■ **What the exercise asks**:
Go through the listing below and gather every line with the word "junction".
*** Available data ***
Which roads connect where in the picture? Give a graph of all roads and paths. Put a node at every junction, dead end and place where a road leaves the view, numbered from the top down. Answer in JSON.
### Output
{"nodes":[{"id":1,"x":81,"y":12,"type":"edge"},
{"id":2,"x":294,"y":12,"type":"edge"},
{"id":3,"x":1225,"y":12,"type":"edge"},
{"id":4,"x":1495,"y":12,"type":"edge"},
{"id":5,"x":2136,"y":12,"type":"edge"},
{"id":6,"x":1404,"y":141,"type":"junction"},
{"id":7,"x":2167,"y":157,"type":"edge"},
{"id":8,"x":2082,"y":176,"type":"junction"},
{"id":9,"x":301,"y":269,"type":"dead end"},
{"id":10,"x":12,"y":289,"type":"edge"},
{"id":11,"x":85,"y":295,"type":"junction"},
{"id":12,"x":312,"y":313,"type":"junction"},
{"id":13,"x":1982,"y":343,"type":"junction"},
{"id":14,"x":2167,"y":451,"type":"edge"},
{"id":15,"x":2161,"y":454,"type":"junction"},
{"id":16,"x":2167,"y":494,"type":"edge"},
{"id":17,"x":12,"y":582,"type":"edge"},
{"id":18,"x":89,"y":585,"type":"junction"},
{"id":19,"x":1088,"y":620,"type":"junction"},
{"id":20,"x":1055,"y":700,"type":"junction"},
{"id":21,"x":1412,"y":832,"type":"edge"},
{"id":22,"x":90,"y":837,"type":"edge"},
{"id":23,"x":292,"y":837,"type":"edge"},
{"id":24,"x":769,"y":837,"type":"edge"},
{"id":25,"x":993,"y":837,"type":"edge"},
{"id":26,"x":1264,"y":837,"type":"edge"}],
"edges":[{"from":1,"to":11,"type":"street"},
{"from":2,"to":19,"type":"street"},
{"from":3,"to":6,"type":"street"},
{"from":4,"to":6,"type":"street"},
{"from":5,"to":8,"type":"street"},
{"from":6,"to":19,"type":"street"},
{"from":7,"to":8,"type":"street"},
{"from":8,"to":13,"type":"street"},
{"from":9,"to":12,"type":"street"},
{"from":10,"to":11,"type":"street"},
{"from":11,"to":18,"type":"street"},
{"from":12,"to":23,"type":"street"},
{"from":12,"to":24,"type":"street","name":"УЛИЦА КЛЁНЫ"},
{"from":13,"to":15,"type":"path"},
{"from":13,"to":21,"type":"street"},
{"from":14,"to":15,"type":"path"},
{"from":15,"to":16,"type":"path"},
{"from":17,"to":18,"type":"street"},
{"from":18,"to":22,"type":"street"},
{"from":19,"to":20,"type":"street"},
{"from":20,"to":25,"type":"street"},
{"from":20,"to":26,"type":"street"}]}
***
■ **Response to this exercise**:
Which roads connect where in the picture? Give a graph of all roads and paths. Put a node at every junction, dead end and place where a road leaves the view, numbered from the top down. Answer in JSON.
{"id":6,"x":1404,"y":141,"type":"junction"},
{"id":8,"x":2082,"y":176,"type":"junction"},
{"id":11,"x":85,"y":295,"type":"junction"},
{"id":12,"x":312,"y":313,"type":"junction"},
{"id":13,"x":1982,"y":343,"type":"junction"},
{"id":15,"x":2161,"y":454,"type":"junction"},
{"id":18,"x":89,"y":585,"type":"junction"},
{"id":19,"x":1088,"y":620,"type":"junction"},
{"id":20,"x":1055,"y":700,"type":"junction"},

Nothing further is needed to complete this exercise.